The Nerdist suggested this episode as the conclusion of a story arc of this TV show. They propose a story arc with the Enterprise 1701-D confronting the Borg, that would include "Q Who?", "The Best of Both Worlds", "I, Borg", and "Descent".

==Story arc continuity==

As a season cliffhanger, Descent follows up on a number of threads opened in prior episodes:

- "Brothers", fourth season episode where Data's emotion chip is introduced, and Lore is left at large
- "I, Borg", the fifth-season episode where Hugh is first encountered.
- "Suspicions", the sixth-season episode where the metaphasic shields were first introduced.

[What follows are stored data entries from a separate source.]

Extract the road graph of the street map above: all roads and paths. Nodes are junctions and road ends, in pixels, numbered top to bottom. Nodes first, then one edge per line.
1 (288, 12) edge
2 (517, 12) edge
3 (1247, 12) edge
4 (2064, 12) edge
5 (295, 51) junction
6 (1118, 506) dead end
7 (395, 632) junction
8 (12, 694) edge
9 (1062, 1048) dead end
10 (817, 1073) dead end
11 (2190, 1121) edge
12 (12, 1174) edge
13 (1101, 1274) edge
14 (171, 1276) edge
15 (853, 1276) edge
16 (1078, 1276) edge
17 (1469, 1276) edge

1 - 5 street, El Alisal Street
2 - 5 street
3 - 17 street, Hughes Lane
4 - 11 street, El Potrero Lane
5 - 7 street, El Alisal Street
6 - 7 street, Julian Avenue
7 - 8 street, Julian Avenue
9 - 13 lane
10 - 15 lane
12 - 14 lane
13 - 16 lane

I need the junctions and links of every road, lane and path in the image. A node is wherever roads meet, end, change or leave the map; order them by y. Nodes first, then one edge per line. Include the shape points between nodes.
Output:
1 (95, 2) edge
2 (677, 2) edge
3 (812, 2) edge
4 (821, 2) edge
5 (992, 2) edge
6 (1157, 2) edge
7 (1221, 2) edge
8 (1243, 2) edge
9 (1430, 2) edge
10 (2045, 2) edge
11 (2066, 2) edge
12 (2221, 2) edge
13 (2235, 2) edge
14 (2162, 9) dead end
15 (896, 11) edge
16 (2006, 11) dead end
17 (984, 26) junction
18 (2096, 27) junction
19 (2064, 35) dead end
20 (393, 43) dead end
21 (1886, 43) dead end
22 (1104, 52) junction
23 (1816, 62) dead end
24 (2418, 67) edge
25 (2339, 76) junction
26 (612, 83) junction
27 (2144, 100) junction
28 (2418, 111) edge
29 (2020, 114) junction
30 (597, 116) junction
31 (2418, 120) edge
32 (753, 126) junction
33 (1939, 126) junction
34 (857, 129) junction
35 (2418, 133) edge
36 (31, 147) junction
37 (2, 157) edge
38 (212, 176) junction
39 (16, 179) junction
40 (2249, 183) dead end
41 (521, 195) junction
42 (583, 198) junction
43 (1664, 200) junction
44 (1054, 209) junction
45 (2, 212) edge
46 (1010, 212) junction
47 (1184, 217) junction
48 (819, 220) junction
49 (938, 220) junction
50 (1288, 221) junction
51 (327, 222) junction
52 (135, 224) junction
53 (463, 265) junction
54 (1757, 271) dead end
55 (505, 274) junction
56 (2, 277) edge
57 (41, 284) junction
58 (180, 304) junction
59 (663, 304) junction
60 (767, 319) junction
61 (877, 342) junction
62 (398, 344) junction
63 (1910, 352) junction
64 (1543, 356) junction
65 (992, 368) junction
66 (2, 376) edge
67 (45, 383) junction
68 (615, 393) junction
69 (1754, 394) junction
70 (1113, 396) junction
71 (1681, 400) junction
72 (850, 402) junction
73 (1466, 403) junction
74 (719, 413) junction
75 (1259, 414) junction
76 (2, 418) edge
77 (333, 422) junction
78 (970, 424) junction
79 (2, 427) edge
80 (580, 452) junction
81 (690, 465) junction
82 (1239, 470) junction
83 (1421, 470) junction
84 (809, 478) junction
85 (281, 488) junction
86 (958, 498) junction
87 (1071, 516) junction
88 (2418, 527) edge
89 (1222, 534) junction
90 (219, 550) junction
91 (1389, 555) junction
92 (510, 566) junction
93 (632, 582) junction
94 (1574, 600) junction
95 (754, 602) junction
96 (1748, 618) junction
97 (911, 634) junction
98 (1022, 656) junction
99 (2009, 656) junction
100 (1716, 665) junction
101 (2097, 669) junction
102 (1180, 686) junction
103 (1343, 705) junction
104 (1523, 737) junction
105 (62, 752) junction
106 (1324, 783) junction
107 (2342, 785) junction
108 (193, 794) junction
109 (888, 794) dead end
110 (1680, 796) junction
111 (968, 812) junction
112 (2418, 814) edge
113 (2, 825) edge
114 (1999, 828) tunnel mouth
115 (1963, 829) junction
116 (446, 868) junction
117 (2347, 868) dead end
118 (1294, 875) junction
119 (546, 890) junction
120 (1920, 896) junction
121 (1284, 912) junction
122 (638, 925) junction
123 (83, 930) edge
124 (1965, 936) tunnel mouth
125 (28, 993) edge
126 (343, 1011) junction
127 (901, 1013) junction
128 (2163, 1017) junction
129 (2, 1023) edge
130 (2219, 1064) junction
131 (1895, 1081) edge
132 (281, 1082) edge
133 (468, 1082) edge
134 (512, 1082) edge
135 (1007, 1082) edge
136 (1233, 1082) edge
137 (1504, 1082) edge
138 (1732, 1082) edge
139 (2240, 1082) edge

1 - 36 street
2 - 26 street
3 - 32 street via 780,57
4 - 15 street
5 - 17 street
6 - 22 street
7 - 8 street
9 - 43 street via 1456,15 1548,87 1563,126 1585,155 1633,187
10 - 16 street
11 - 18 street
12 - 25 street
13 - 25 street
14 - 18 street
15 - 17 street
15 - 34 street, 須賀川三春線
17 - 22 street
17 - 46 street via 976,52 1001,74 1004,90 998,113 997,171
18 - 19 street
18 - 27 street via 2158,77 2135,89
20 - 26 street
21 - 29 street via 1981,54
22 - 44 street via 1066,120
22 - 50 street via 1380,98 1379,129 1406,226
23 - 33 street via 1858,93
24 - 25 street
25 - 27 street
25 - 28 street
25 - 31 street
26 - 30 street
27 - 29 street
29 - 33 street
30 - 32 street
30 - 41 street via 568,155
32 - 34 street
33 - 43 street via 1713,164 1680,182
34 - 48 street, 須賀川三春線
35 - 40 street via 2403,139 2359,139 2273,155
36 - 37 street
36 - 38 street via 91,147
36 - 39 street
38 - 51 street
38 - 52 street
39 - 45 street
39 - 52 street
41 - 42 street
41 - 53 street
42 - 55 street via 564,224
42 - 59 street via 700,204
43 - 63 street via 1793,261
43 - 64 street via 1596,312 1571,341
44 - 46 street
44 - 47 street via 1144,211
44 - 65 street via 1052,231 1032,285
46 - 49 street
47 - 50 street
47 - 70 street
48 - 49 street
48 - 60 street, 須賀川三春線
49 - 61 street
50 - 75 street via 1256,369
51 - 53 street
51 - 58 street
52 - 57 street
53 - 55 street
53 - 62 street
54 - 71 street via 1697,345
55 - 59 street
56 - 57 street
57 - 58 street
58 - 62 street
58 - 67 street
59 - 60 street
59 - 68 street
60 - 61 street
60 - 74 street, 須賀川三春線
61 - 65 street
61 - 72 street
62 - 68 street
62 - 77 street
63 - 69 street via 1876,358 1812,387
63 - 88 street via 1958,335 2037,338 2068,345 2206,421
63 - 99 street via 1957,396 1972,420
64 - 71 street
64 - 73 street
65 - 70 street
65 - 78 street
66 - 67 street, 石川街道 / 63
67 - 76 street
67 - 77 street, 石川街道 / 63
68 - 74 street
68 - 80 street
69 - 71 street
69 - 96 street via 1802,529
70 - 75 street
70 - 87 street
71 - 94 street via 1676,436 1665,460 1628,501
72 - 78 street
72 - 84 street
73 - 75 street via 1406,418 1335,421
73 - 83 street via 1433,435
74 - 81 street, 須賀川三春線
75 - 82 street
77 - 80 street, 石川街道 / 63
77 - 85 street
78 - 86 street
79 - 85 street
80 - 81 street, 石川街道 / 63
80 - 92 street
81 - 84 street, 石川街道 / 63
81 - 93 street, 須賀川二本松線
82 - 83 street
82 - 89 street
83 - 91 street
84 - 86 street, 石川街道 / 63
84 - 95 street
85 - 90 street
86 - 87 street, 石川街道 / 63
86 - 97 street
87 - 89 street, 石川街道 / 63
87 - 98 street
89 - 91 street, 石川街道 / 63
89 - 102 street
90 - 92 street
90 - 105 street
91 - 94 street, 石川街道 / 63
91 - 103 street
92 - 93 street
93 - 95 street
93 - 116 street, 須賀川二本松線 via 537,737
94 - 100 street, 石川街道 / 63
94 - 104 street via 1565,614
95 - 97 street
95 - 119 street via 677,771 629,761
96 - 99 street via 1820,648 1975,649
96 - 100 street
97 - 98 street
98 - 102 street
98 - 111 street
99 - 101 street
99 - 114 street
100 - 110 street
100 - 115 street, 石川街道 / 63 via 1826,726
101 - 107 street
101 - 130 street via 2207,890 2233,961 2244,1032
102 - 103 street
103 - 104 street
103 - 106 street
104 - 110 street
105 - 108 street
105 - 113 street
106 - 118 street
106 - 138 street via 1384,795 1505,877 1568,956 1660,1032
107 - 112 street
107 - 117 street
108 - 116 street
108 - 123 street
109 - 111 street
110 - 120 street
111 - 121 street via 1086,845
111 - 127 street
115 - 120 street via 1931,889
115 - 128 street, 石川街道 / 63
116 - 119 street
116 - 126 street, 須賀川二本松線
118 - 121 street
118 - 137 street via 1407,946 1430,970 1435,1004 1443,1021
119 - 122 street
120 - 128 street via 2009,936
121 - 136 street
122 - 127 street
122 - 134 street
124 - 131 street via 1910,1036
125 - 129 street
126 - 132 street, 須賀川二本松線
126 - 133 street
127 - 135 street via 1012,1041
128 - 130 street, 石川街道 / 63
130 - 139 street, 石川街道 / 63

Additionally, the emotion chip is followed up on in the 1994 film Star Trek Generations.

== Home video releases ==
"Descent, Part I" and "Descent, Part II" was released on LaserDisc in the United Kingdom in January 1996. The PAL format optical disc had a runtime of 88 minutes, including both Parts of episode using both sides of the disc (CLV). The 12 inch optical disc retailed for £19.99 GBP when it came out.

In the United States, the episodes were released in LaserDisc in two separate iterations, with Part I paired with "Timescape" and Part II paired with "Liaisons". The "Timescape" and "Descent, Part I" disc released in NTSC format on November 17, 1998. The "Descent, Part II" and "Liaisons" released in NTSC format on November 24, 1998. Both were 12 inch optical discs with both sides used for a total of 92 minutes runtime, and retailed for US$34.98, they were published by Paramount Home Video and made by Pioneer USA.

Descent was also released on VHS tape.

"Descent, Part I" was released as part of the Star Trek: The Next Generation season six DVD box set in the United States on December 3, 2002. A remastered HD version of "Descent Part I" was released on Blu-ray optical disc, on June 24, 2014.